[Collected data entries]

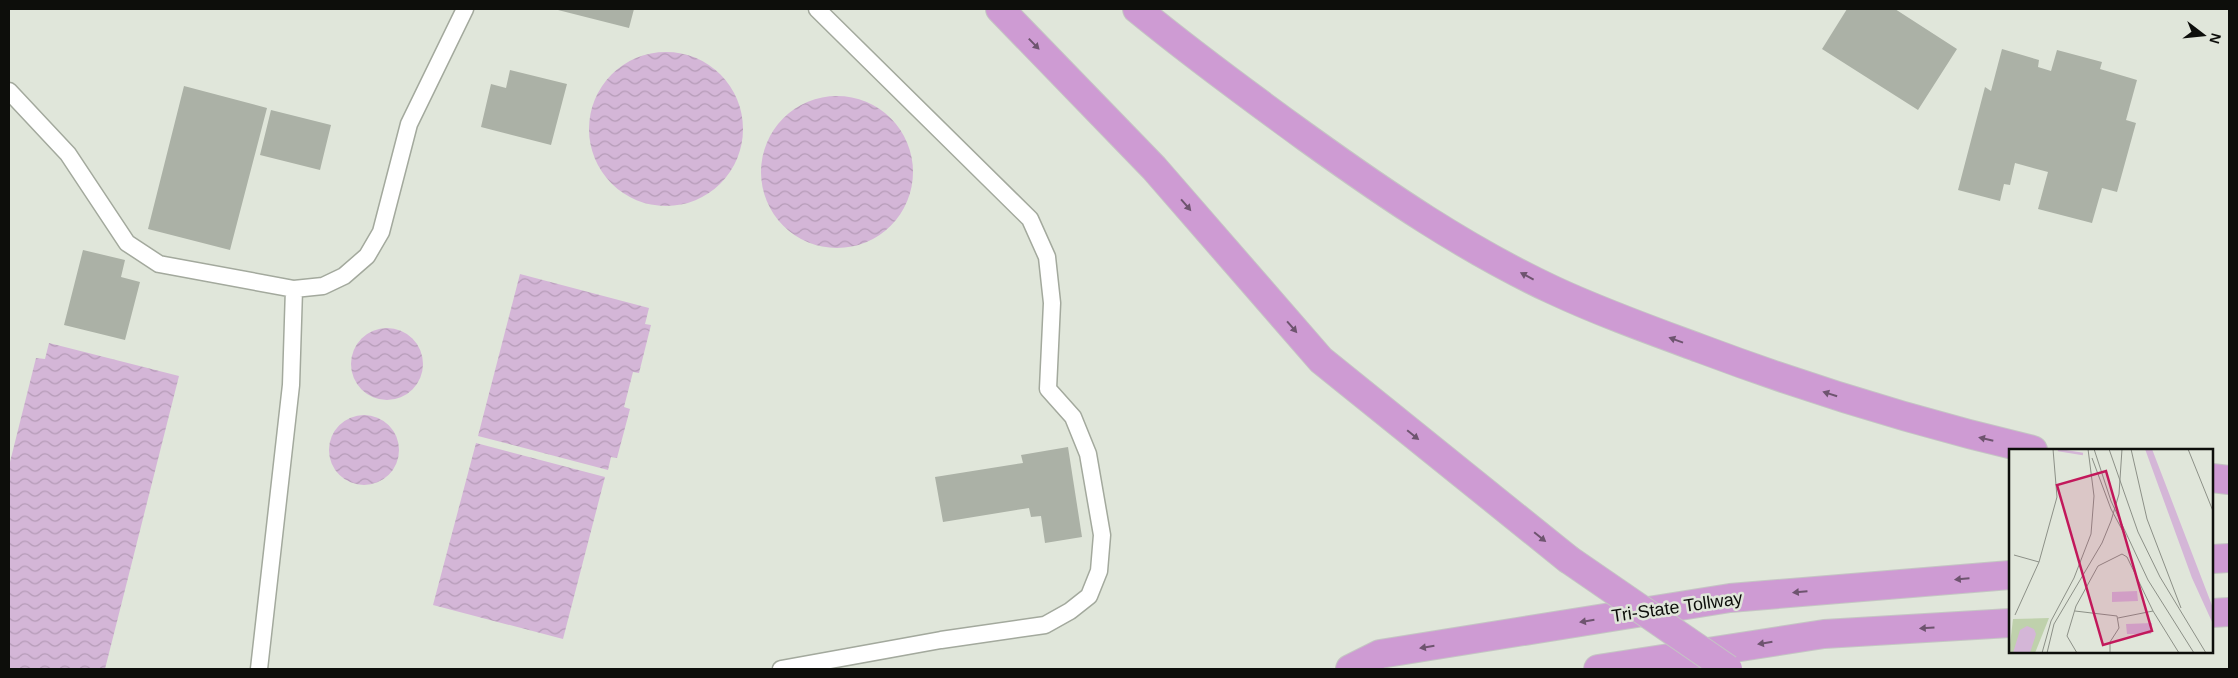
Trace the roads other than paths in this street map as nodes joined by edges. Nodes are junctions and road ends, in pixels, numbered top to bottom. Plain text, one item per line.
1 (465, 9) edge
2 (817, 9) edge
3 (1000, 9) edge
4 (1137, 9) edge
5 (9, 91) edge
6 (294, 289) junction
7 (2029, 449) edge
8 (2213, 478) edge
9 (2229, 480) edge
10 (2229, 558) edge
11 (2213, 559) edge
12 (2009, 575) edge
13 (2229, 612) edge
14 (2213, 613) edge
15 (2009, 623) edge
16 (259, 669) edge
17 (781, 669) edge
18 (1350, 669) edge
19 (1598, 669) edge
20 (1728, 669) edge

1 - 6 lane
2 - 17 lane
3 -> 20 highway, bridge
7 -> 4 highway
5 - 6 lane
6 - 16 lane
8 - 9 highway
10 - 11 highway
12 -> 18 highway, Tri-State Tollway
13 - 14 highway
15 -> 19 highway

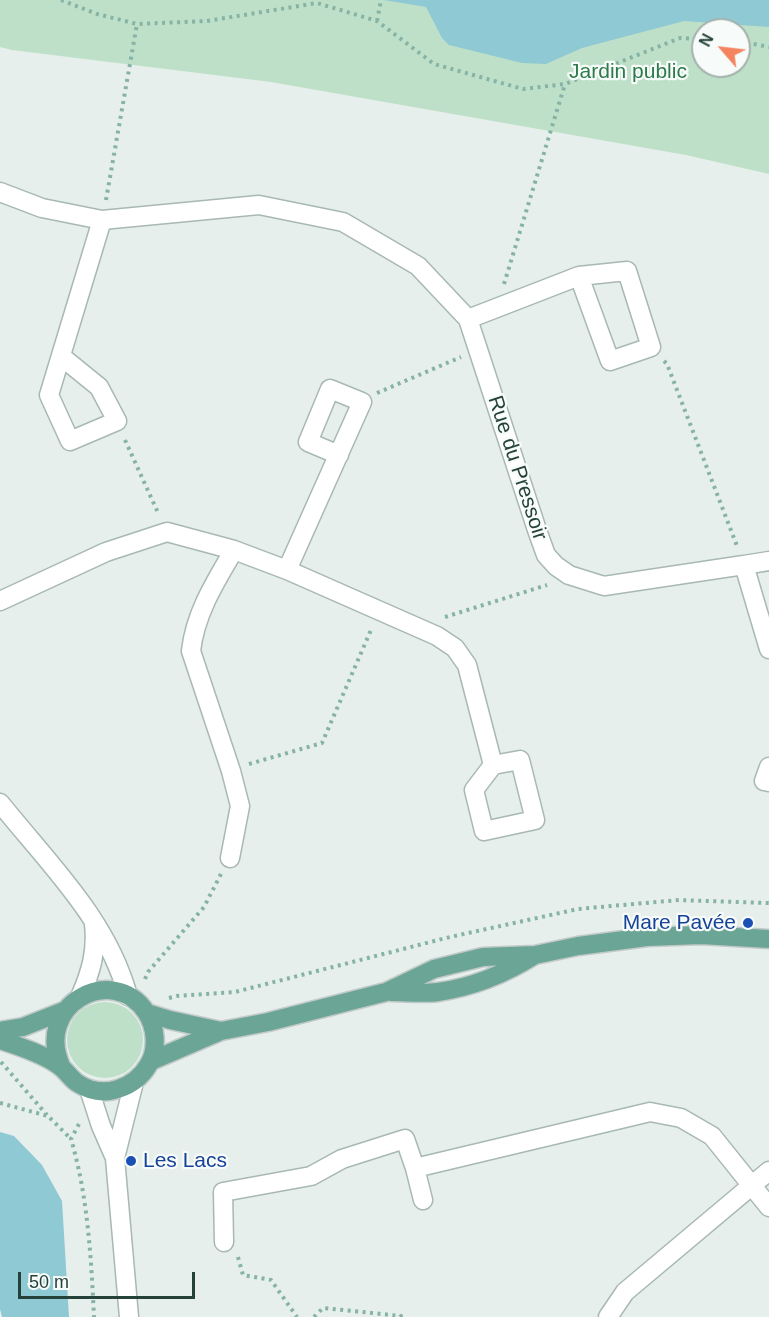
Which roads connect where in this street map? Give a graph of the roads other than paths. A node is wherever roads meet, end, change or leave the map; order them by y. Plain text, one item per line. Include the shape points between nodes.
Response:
1 (0, 192) edge
2 (102, 220) junction
3 (579, 276) junction
4 (468, 319) junction
5 (62, 357) junction
6 (339, 455) junction
7 (234, 550) junction
8 (769, 561) edge
9 (744, 565) junction
10 (287, 570) junction
11 (0, 601) edge
12 (769, 649) edge
13 (493, 765) dead end
14 (769, 767) edge
15 (769, 782) edge
16 (0, 803) edge
17 (231, 858) road end
18 (94, 919) junction
19 (769, 939) edge
20 (80, 997) junction
21 (137, 1003) junction
22 (66, 1010) junction
23 (0, 1031) edge
24 (221, 1031) junction
25 (0, 1040) edge
26 (151, 1061) junction
27 (62, 1068) junction
28 (134, 1082) junction
29 (89, 1089) junction
30 (115, 1158) junction
31 (415, 1168) junction
32 (769, 1171) edge
33 (751, 1185) junction
34 (423, 1200) dead end
35 (769, 1207) edge
36 (224, 1242) road end
37 (129, 1317) edge
38 (608, 1317) edge

1 - 2 street, Rue du Pressoir via 42,207
2 - 4 street, Rue du Pressoir via 259,205 343,222 418,266
2 - 5 street
3 - 3 street via 610,361 651,347 627,270
3 - 4 street
4 - 9 street, Rue du Pressoir via 546,555 556,566 569,575 604,586
5 - 5 street via 49,395 70,441 117,420 99,387
6 - 6 street via 362,402 330,389 308,442
6 - 10 street
7 - 10 street
7 - 11 street via 167,532 106,552
7 - 17 street via 193,631 191,651 240,806
8 - 9 street, Rue du Pressoir
9 - 12 street
10 - 13 street via 437,636 455,648 467,665
14 - 15 street via 764,781
16 - 18 street
18 - 20 street via 94,958
18 - 21 street
19 - 24 main road via 701,935 578,946 535,955 504,974 437,992 386,992
20 - 21 main road via 99,991 119,992
20 - 22 main road
21 - 24 main road via 170,1020
21 - 26 main road via 152,1024 155,1036
22 - 23 main road via 23,1027
22 - 27 main road via 55,1038
24 - 26 main road
25 - 27 main road
26 - 28 main road
27 - 29 main road
28 - 29 main road via 112,1091
28 - 30 street
29 - 30 street
30 - 37 street
31 - 33 street via 650,1112 681,1118 712,1136
31 - 34 street
31 - 36 street via 405,1138 342,1159 311,1176 223,1192
32 - 33 street
33 - 35 street
33 - 38 street via 625,1292

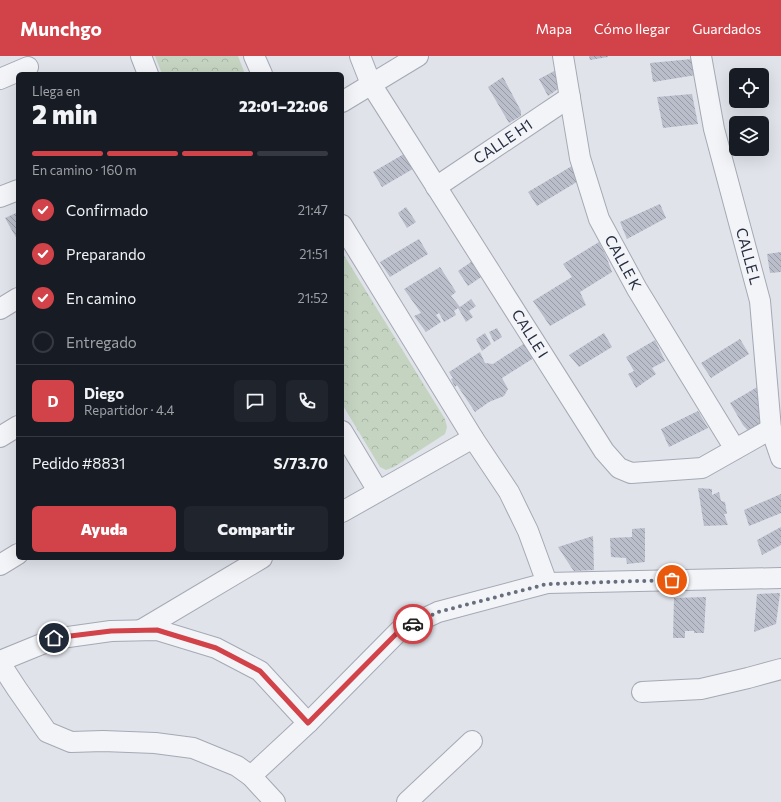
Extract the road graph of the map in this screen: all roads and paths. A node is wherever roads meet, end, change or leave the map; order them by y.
1 (141, 56) edge
2 (254, 56) edge
3 (360, 56) edge
4 (418, 56) edge
5 (563, 56) edge
6 (702, 56) edge
7 (28, 66) edge
8 (147, 72) edge
9 (261, 72) edge
10 (0, 78) edge
11 (371, 84) junction
12 (570, 97) junction
13 (344, 101) edge
14 (436, 187) junction
15 (16, 191) edge
16 (0, 197) edge
17 (344, 228) edge
18 (16, 299) edge
19 (0, 309) edge
20 (16, 427) edge
21 (771, 429) junction
22 (344, 434) edge
23 (0, 437) edge
24 (473, 438) junction
25 (735, 449) junction
26 (781, 458) edge
27 (378, 491) junction
28 (344, 511) edge
29 (16, 555) edge
30 (259, 560) edge
31 (0, 565) edge
32 (781, 578) edge
33 (547, 584) junction
34 (141, 630) junction
35 (0, 662) edge
36 (781, 669) edge
37 (642, 692) dead end
38 (308, 723) junction
39 (472, 741) dead end
40 (251, 776) junction
41 (275, 802) edge
42 (407, 802) edge

1 - 8 street
2 - 9 street
3 - 11 street, CALLE I
4 - 11 street
5 - 12 street, CALLE K
6 - 21 street, CALLE L
7 - 10 street
11 - 13 street
11 - 14 street, CALLE I
12 - 14 street, CALLE H1
12 - 25 street, CALLE K
14 - 25 street, CALLE I
15 - 16 street
17 - 24 street
18 - 19 street
20 - 23 street
21 - 25 street, CALLE I
21 - 26 street, CALLE L
22 - 27 street
24 - 27 street
24 - 33 street
27 - 28 street
29 - 31 street
30 - 34 street
32 - 33 street
33 - 38 street
34 - 35 street
34 - 38 street
35 - 40 street
36 - 37 street
38 - 40 street
39 - 42 street
40 - 41 street

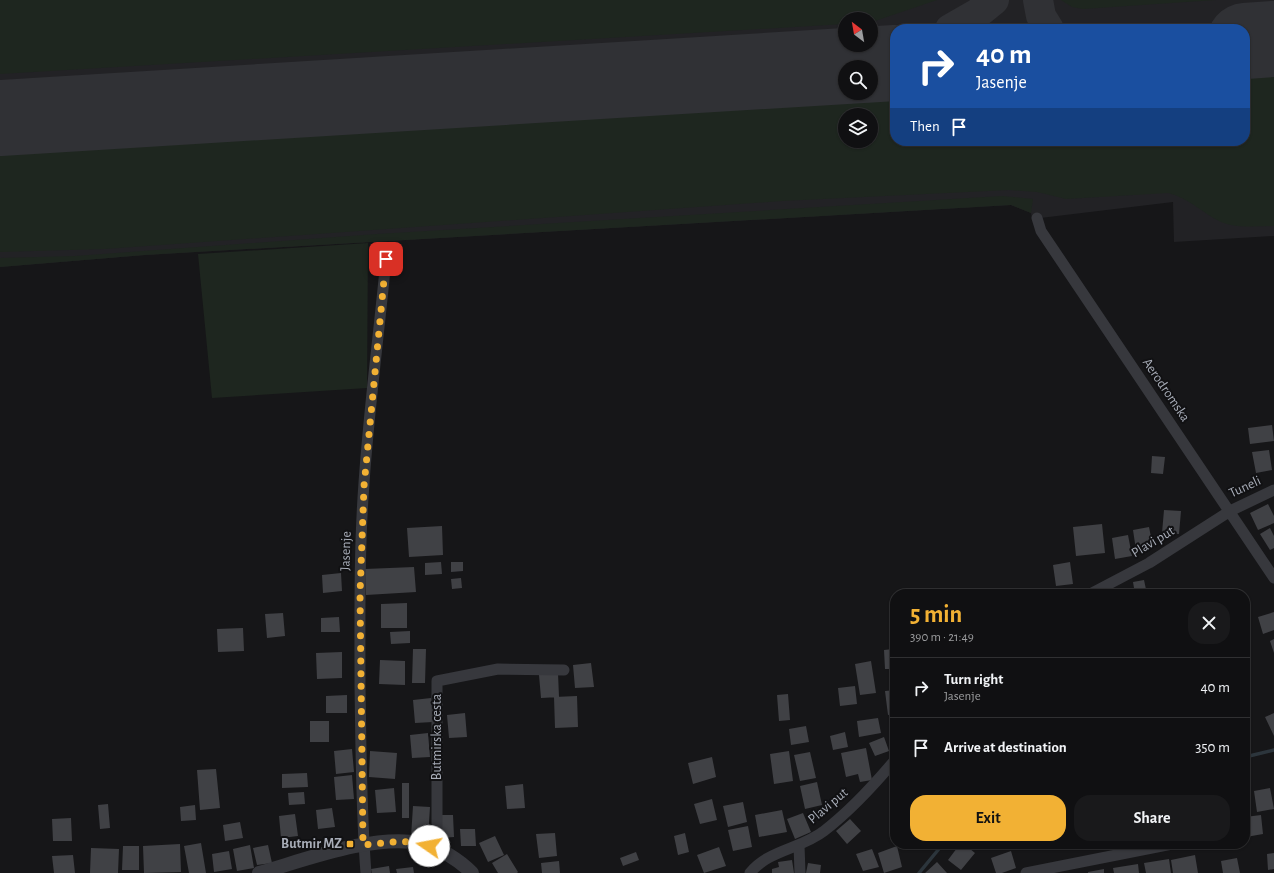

Problem description: Copy each line of the entries that includes the word "nodes".

Problem solution:
Trace the roads other than paths in this street map as nodes joined by edges. Nodes are junctions and road ends, in pixels, numbered top to bottom. Plain text, one item per line.
Which roads connect where in this street map? Give a graph of the roads other than paths. A node is wherever roads meet, end, change or leave the map; order them by y. Plain text, one item per line. Include the shape points between nodes.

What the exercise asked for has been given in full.